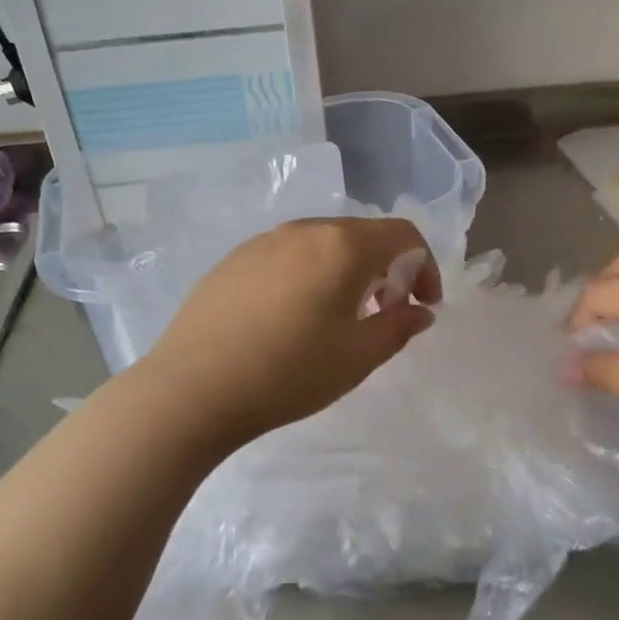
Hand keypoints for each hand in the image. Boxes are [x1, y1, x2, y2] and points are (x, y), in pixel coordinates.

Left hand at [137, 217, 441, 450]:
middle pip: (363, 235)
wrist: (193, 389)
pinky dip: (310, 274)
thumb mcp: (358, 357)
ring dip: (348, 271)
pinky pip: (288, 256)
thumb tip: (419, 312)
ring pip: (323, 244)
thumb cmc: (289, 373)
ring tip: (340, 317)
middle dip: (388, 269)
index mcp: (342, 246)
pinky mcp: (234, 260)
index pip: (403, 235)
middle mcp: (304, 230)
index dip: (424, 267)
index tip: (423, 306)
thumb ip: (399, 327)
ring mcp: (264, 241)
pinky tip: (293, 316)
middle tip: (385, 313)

--------------------------------------------------

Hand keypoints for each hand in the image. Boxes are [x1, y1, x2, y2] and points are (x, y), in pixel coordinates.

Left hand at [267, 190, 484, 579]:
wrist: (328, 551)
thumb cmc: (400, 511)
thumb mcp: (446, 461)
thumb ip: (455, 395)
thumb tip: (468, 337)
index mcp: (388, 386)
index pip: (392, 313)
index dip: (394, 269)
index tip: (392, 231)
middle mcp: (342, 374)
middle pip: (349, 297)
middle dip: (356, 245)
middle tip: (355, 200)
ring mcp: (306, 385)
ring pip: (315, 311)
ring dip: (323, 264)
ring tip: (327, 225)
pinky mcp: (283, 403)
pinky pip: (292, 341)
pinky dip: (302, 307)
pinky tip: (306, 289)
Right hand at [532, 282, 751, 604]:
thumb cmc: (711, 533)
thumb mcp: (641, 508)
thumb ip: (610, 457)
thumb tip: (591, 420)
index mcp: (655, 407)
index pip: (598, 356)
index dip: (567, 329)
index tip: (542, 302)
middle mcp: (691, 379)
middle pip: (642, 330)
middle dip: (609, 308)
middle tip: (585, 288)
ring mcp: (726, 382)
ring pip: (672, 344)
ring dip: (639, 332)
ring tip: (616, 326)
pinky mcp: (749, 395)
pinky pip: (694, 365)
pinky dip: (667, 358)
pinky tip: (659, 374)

--------------------------------------------------

▶ [About this exercise]:
Write down exactly the span of lines above from the one containing "thumb cmc: (400, 511)" to the one containing "index tip: (542, 302)", both ends included.

▶ [Solved problem]:
thumb cmc: (400, 511)
thumb mcp: (446, 461)
thumb ip: (455, 395)
thumb tip: (468, 337)
index mcp: (388, 386)
index pip: (392, 313)
index dip: (394, 269)
index tip: (392, 231)
middle mcp: (342, 374)
middle pip: (349, 297)
middle dip: (356, 245)
middle tip: (355, 200)
ring mcp: (306, 385)
ring pip: (315, 311)
ring dip: (323, 264)
ring tip: (327, 225)
pinky mcp: (283, 403)
pinky pip: (292, 341)
pinky dip: (302, 307)
pinky tip: (306, 289)
Right hand at [532, 282, 751, 604]:
thumb cmc: (711, 533)
thumb mcp: (641, 508)
thumb ip: (610, 457)
thumb tip: (591, 420)
index mcp: (655, 407)
index pip: (598, 356)
index dip: (567, 329)
index tip: (542, 302)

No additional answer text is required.